Pathologic specimen with truncus arteriosus (TA) and interruption of the aortic arch between the left (L) common carotid (CCA) and subclavian (SCA) arteries, viewed from the anterior aspect. The common trunk (CT) is seen arising from the ventricular mass, including the right ventricular (RV) infundibulum. Pulmonary arteries arise as a single trunk from the leftward aspect of the common trunk, which then divides into left and right branches (not shown) and the arterial duct (DA), which continues into the descending aorta, from which the left subclavian artery arises. The ascending aorta (AA), which supplies only the right (R) and left common carotid arteries (the right subclavian artery, which arises anomalously as the last brachiocephalic branch, is not shown), continues from the rightward aspect of the common trunk and is much smaller than in patients without an interrupted arch. RA=right atrial appendage. Photograph courtesy of Robert H. Anderson, MD.

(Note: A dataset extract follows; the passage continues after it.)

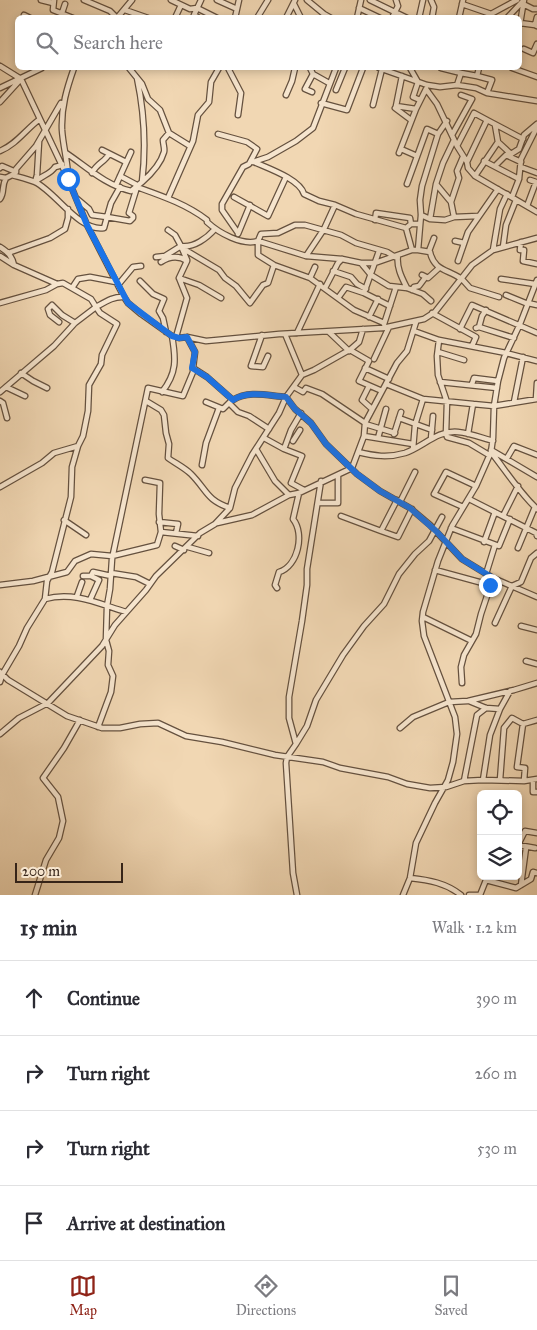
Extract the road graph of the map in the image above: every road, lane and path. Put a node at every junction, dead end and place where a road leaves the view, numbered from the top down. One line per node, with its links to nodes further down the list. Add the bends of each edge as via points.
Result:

Echocardiographic images of truncus arteriosus (TA). The top image is from the subcostal coronal window (SC COR) and shows the common trunk (TR) arising from the left ventricle (LV), overriding the interventricular septum. The common trunk branches into the pulmonary trunk and the ascending aorta (AO). The left pulmonary artery (LPA) may be seen branching from the pulmonary trunk. RA=right atrium; RPA=right pulmonary artery. In the bottom image, which is from the suprasternal notch sagittal window, the truncal origin and course of the pulmonary trunk and left pulmonary artery can be appreciated. DAO=descending aorta; IV=innominate vein; LA=left atrium.